[Records shown Boundary: Start]

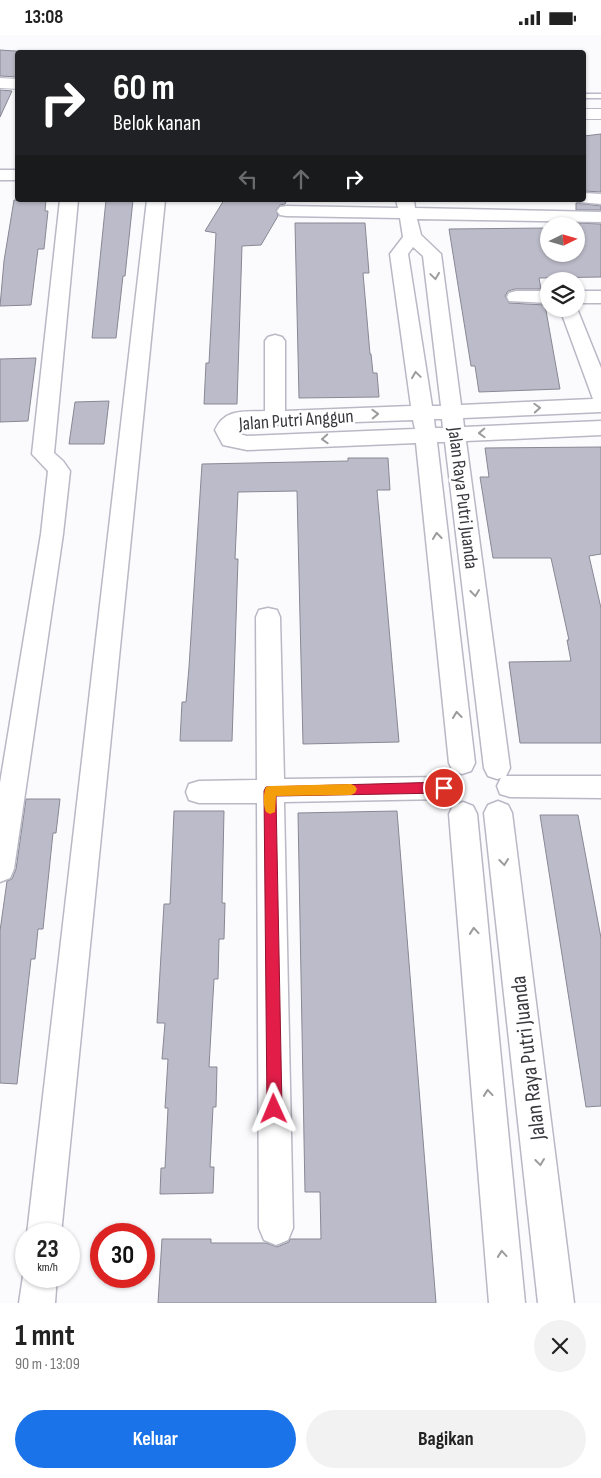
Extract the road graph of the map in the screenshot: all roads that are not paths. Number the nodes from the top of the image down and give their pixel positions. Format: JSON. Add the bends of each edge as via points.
{"nodes":[{"id":1,"x":0,"y":83,"type":"edge"},
{"id":2,"x":15,"y":84,"type":"edge"},
{"id":3,"x":586,"y":96,"type":"edge"},
{"id":4,"x":601,"y":96,"type":"edge"},
{"id":5,"x":586,"y":114,"type":"edge"},
{"id":6,"x":601,"y":114,"type":"edge"},
{"id":7,"x":0,"y":175,"type":"edge"},
{"id":8,"x":15,"y":175,"type":"edge"},
{"id":9,"x":586,"y":198,"type":"edge"},
{"id":10,"x":601,"y":199,"type":"edge"},
{"id":11,"x":69,"y":202,"type":"edge"},
{"id":12,"x":156,"y":202,"type":"edge"},
{"id":13,"x":406,"y":207,"type":"edge"},
{"id":14,"x":286,"y":211,"type":"dead end"},
{"id":15,"x":601,"y":217,"type":"edge"},
{"id":16,"x":412,"y":237,"type":"junction"},
{"id":17,"x":516,"y":297,"type":"dead end"},
{"id":18,"x":540,"y":297,"type":"edge"},
{"id":19,"x":585,"y":297,"type":"edge"},
{"id":20,"x":601,"y":297,"type":"edge"},
{"id":21,"x":572,"y":317,"type":"edge"},
{"id":22,"x":275,"y":341,"type":"dead end"},
{"id":23,"x":601,"y":395,"type":"edge"},
{"id":24,"x":601,"y":405,"type":"edge"},
{"id":25,"x":422,"y":412,"type":"junction"},
{"id":26,"x":275,"y":418,"type":"junction"},
{"id":27,"x":454,"y":423,"type":"junction"},
{"id":28,"x":601,"y":428,"type":"edge"},
{"id":29,"x":426,"y":435,"type":"junction"},
{"id":30,"x":268,"y":617,"type":"dead end"},
{"id":31,"x":8,"y":763,"type":"edge"},
{"id":32,"x":462,"y":763,"type":"junction"},
{"id":33,"x":601,"y":787,"type":"edge"},
{"id":34,"x":444,"y":788,"type":"junction"},
{"id":35,"x":502,"y":789,"type":"junction"},
{"id":36,"x":270,"y":791,"type":"junction"},
{"id":37,"x":199,"y":792,"type":"dead end"},
{"id":38,"x":463,"y":814,"type":"junction"},
{"id":39,"x":0,"y":869,"type":"edge"},
{"id":40,"x":45,"y":1223,"type":"edge"},
{"id":41,"x":276,"y":1228,"type":"dead end"},
{"id":42,"x":39,"y":1288,"type":"edge"},
{"id":43,"x":37,"y":1303,"type":"edge"},
{"id":44,"x":506,"y":1303,"type":"edge"},
{"id":45,"x":556,"y":1303,"type":"edge"}],
"edges":[{"from":1,"to":2,"type":"street"},
{"from":3,"to":4,"type":"lane"},
{"from":5,"to":6,"type":"street"},
{"from":7,"to":8,"type":"street"},
{"from":9,"to":10,"type":"street"},
{"from":11,"to":31,"type":"street","via":[[43,454],[59,471],[52,534]]},
{"from":12,"to":40,"type":"street"},
{"from":13,"to":14,"type":"street"},
{"from":13,"to":15,"type":"street"},
{"from":13,"to":16,"type":"street"},
{"from":25,"to":16,"type":"street","name":"Jalan Raya Putri Juanda","one_way":true,"via":[[399,254]]},
{"from":16,"to":27,"type":"street","name":"Jalan Raya Putri Juanda","one_way":true,"via":[[432,253]]},
{"from":17,"to":18,"type":"street"},
{"from":19,"to":20,"type":"street"},
{"from":21,"to":23,"type":"street"},
{"from":22,"to":26,"type":"street"},
{"from":27,"to":24,"type":"street","name":"Jalan Putri Anggun","one_way":true},
{"from":26,"to":25,"type":"street","name":"Jalan Putri Anggun","one_way":true},
{"from":25,"to":27,"type":"street","name":"Jalan Putri Anggun"},
{"from":25,"to":29,"type":"street","name":"Jalan Raya Putri Juanda"},
{"from":29,"to":26,"type":"street","name":"Jalan Putri Anggun","one_way":true,"via":[[247,443],[231,440],[226,430],[238,419]]},
{"from":28,"to":27,"type":"street","name":"Jalan Putri Anggun","one_way":true},
{"from":27,"to":29,"type":"street","name":"Jalan Putri Anggun"},
{"from":27,"to":35,"type":"street","name":"Jalan Raya Putri Juanda","one_way":true},
{"from":32,"to":29,"type":"street","name":"Jalan Raya Putri Juanda","one_way":true},
{"from":30,"to":36,"type":"street"},
{"from":31,"to":39,"type":"street"},
{"from":32,"to":34,"type":"street","via":[[447,777]]},
{"from":32,"to":35,"type":"street","via":[[486,763]]},
{"from":33,"to":35,"type":"street"},
{"from":34,"to":36,"type":"street"},
{"from":34,"to":38,"type":"street","via":[[453,807]]},
{"from":35,"to":38,"type":"street","via":[[487,818]]},
{"from":35,"to":45,"type":"street","name":"Jalan Raya Putri Juanda","one_way":true},
{"from":36,"to":37,"type":"street"},
{"from":36,"to":41,"type":"street"},
{"from":44,"to":38,"type":"street","name":"Jalan Raya Putri Juanda","one_way":true},
{"from":42,"to":43,"type":"street"}]}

[Records shown Boundary: End]

Without the pictures, return the whole of the data exactly as given.

Extract the road graph of the map in the screenshot: all roads that are not paths. Number the nodes from the top of the image down and give their pixel positions. Format: JSON. Add the bends of each edge as via points.
{"nodes":[{"id":1,"x":0,"y":83,"type":"edge"},
{"id":2,"x":15,"y":84,"type":"edge"},
{"id":3,"x":586,"y":96,"type":"edge"},
{"id":4,"x":601,"y":96,"type":"edge"},
{"id":5,"x":586,"y":114,"type":"edge"},
{"id":6,"x":601,"y":114,"type":"edge"},
{"id":7,"x":0,"y":175,"type":"edge"},
{"id":8,"x":15,"y":175,"type":"edge"},
{"id":9,"x":586,"y":198,"type":"edge"},
{"id":10,"x":601,"y":199,"type":"edge"},
{"id":11,"x":69,"y":202,"type":"edge"},
{"id":12,"x":156,"y":202,"type":"edge"},
{"id":13,"x":406,"y":207,"type":"edge"},
{"id":14,"x":286,"y":211,"type":"dead end"},
{"id":15,"x":601,"y":217,"type":"edge"},
{"id":16,"x":412,"y":237,"type":"junction"},
{"id":17,"x":516,"y":297,"type":"dead end"},
{"id":18,"x":540,"y":297,"type":"edge"},
{"id":19,"x":585,"y":297,"type":"edge"},
{"id":20,"x":601,"y":297,"type":"edge"},
{"id":21,"x":572,"y":317,"type":"edge"},
{"id":22,"x":275,"y":341,"type":"dead end"},
{"id":23,"x":601,"y":395,"type":"edge"},
{"id":24,"x":601,"y":405,"type":"edge"},
{"id":25,"x":422,"y":412,"type":"junction"},
{"id":26,"x":275,"y":418,"type":"junction"},
{"id":27,"x":454,"y":423,"type":"junction"},
{"id":28,"x":601,"y":428,"type":"edge"},
{"id":29,"x":426,"y":435,"type":"junction"},
{"id":30,"x":268,"y":617,"type":"dead end"},
{"id":31,"x":8,"y":763,"type":"edge"},
{"id":32,"x":462,"y":763,"type":"junction"},
{"id":33,"x":601,"y":787,"type":"edge"},
{"id":34,"x":444,"y":788,"type":"junction"},
{"id":35,"x":502,"y":789,"type":"junction"},
{"id":36,"x":270,"y":791,"type":"junction"},
{"id":37,"x":199,"y":792,"type":"dead end"},
{"id":38,"x":463,"y":814,"type":"junction"},
{"id":39,"x":0,"y":869,"type":"edge"},
{"id":40,"x":45,"y":1223,"type":"edge"},
{"id":41,"x":276,"y":1228,"type":"dead end"},
{"id":42,"x":39,"y":1288,"type":"edge"},
{"id":43,"x":37,"y":1303,"type":"edge"},
{"id":44,"x":506,"y":1303,"type":"edge"},
{"id":45,"x":556,"y":1303,"type":"edge"}],
"edges":[{"from":1,"to":2,"type":"street"},
{"from":3,"to":4,"type":"lane"},
{"from":5,"to":6,"type":"street"},
{"from":7,"to":8,"type":"street"},
{"from":9,"to":10,"type":"street"},
{"from":11,"to":31,"type":"street","via":[[43,454],[59,471],[52,534]]},
{"from":12,"to":40,"type":"street"},
{"from":13,"to":14,"type":"street"},
{"from":13,"to":15,"type":"street"},
{"from":13,"to":16,"type":"street"},
{"from":25,"to":16,"type":"street","name":"Jalan Raya Putri Juanda","one_way":true,"via":[[399,254]]},
{"from":16,"to":27,"type":"street","name":"Jalan Raya Putri Juanda","one_way":true,"via":[[432,253]]},
{"from":17,"to":18,"type":"street"},
{"from":19,"to":20,"type":"street"},
{"from":21,"to":23,"type":"street"},
{"from":22,"to":26,"type":"street"},
{"from":27,"to":24,"type":"street","name":"Jalan Putri Anggun","one_way":true},
{"from":26,"to":25,"type":"street","name":"Jalan Putri Anggun","one_way":true},
{"from":25,"to":27,"type":"street","name":"Jalan Putri Anggun"},
{"from":25,"to":29,"type":"street","name":"Jalan Raya Putri Juanda"},
{"from":29,"to":26,"type":"street","name":"Jalan Putri Anggun","one_way":true,"via":[[247,443],[231,440],[226,430],[238,419]]},
{"from":28,"to":27,"type":"street","name":"Jalan Putri Anggun","one_way":true},
{"from":27,"to":29,"type":"street","name":"Jalan Putri Anggun"},
{"from":27,"to":35,"type":"street","name":"Jalan Raya Putri Juanda","one_way":true},
{"from":32,"to":29,"type":"street","name":"Jalan Raya Putri Juanda","one_way":true},
{"from":30,"to":36,"type":"street"},
{"from":31,"to":39,"type":"street"},
{"from":32,"to":34,"type":"street","via":[[447,777]]},
{"from":32,"to":35,"type":"street","via":[[486,763]]},
{"from":33,"to":35,"type":"street"},
{"from":34,"to":36,"type":"street"},
{"from":34,"to":38,"type":"street","via":[[453,807]]},
{"from":35,"to":38,"type":"street","via":[[487,818]]},
{"from":35,"to":45,"type":"street","name":"Jalan Raya Putri Juanda","one_way":true},
{"from":36,"to":37,"type":"street"},
{"from":36,"to":41,"type":"street"},
{"from":44,"to":38,"type":"street","name":"Jalan Raya Putri Juanda","one_way":true},
{"from":42,"to":43,"type":"street"}]}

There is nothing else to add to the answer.